● **EXERCISE BRIEF**
Omitting the pictures, restate all of the entries below exactly.

● **Collected data**
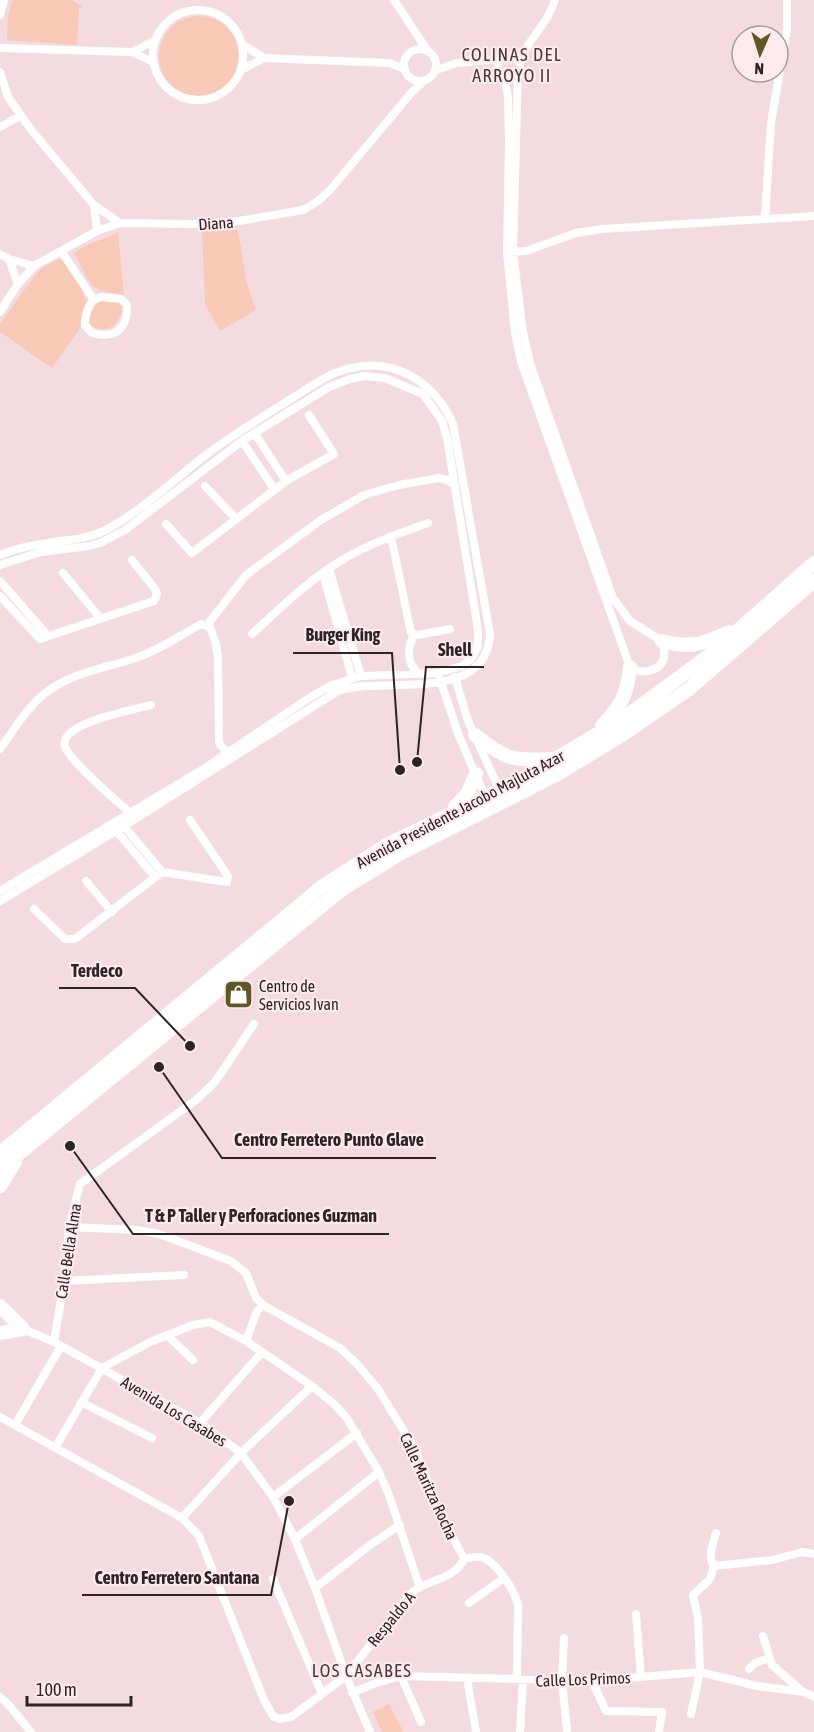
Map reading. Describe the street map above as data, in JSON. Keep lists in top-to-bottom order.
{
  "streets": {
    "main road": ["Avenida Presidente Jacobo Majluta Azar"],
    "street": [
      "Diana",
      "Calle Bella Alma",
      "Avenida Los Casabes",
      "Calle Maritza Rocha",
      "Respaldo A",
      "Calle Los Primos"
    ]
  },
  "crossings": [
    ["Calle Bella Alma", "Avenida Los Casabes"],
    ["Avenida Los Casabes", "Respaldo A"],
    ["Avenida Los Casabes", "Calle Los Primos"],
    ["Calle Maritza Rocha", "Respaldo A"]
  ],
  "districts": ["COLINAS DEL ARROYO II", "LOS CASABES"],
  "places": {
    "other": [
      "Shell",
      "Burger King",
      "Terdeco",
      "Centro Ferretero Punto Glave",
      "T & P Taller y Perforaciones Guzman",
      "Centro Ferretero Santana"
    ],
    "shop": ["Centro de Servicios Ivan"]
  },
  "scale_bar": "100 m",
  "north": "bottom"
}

● **SOLUTION BELOW**
Map reading. Describe the street map above as data, in JSON. Keep lists in top-to-bottom order.
{
  "streets": {
    "main road": ["Avenida Presidente Jacobo Majluta Azar"],
    "street": [
      "Diana",
      "Calle Bella Alma",
      "Avenida Los Casabes",
      "Calle Maritza Rocha",
      "Respaldo A",
      "Calle Los Primos"
    ]
  },
  "crossings": [
    ["Calle Bella Alma", "Avenida Los Casabes"],
    ["Avenida Los Casabes", "Respaldo A"],
    ["Avenida Los Casabes", "Calle Los Primos"],
    ["Calle Maritza Rocha", "Respaldo A"]
  ],
  "districts": ["COLINAS DEL ARROYO II", "LOS CASABES"],
  "places": {
    "other": [
      "Shell",
      "Burger King",
      "Terdeco",
      "Centro Ferretero Punto Glave",
      "T & P Taller y Perforaciones Guzman",
      "Centro Ferretero Santana"
    ],
    "shop": ["Centro de Servicios Ivan"]
  },
  "scale_bar": "100 m",
  "north": "bottom"
}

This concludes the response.